Eu, de direita? Era só o que
faltava. A questão é muito clara. Quando ser de esquerda dava cadeia, ninguém
era. Agora que dá prêmio, todo mundo é. Pensar isso a meu respeito não é
honesto. Porque o que estou dizendo é que o socialismo acabou, estabeleceu
ditaduras, não criou democracia em lugar algum e matou gente em quantidade.

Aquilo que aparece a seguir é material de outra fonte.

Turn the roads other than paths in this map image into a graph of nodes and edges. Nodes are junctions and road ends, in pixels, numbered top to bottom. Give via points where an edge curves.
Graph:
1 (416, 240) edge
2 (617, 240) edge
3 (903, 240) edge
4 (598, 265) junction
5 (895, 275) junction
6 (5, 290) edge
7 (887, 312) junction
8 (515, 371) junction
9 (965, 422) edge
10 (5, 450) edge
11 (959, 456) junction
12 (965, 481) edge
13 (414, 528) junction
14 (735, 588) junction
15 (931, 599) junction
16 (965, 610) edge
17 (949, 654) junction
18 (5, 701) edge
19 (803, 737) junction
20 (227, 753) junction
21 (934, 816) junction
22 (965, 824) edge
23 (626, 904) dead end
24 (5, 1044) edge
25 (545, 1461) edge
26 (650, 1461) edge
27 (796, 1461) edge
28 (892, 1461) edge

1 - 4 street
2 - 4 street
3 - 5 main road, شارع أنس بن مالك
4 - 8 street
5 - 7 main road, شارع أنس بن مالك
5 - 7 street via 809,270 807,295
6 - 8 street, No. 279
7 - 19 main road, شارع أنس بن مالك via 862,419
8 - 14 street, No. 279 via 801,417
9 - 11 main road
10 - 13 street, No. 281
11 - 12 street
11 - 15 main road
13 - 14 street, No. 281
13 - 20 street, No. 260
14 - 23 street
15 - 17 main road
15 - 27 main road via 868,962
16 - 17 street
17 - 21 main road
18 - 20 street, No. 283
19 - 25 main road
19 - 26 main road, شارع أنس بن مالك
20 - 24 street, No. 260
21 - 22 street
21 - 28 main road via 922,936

Isso tudo é verdade. Não estou inventando.
E Cuba?
Não posso defender um regime
sob o qual eu não gostaria de viver. Não posso admirar um país do qual eu não
possa sair na hora que quiser. Não dá para defender um regime em que não se
possa publicar um livro sem pedir permissão ao governo. Apesar disso, há uma
porção de intelectuais brasileiros que defendem Cuba, mas, obviamente, não
querem viver lá de jeito nenhum. É difícil para as pessoas reconhecer que
estavam erradas, que passaram a vida toda pregando uma coisa que nunca deu
certo.
(…)
Como se justifica sua defesa
da internação no tratamento da esquizofrenia?
As pessoas usam a palavra
manicômio para desmoralizar os hospitais psiquiátricos. Internei meu filho em
hospitais que têm piscina, salão de jogos, biblioteca. Mesmo os públicos não
têm mais a camisa de força ou sala com grades. Tive dois filhos
esquizofrênicos. Um morreu, o outro está vivo, mas não tem mais o problema no
mesmo grau. Controlou com remédio, e a idade também ajuda. A esquizofrenia
surge na adolescência e se junta à impetuosidade. Com o tempo, a pessoa vai
amadurecendo. Doença é doença, não é a gente. Se estou gripado, a gripe não sou
eu. A esquizofrenia é uma doença, mas eu não sou a esquizofrenia. Posso
evoluir, me tornar uma pessoa mais madura, debaixo de toda aquela confusão. O
esquizofrênico com 50 anos não é o mesmo de quando tinha 17.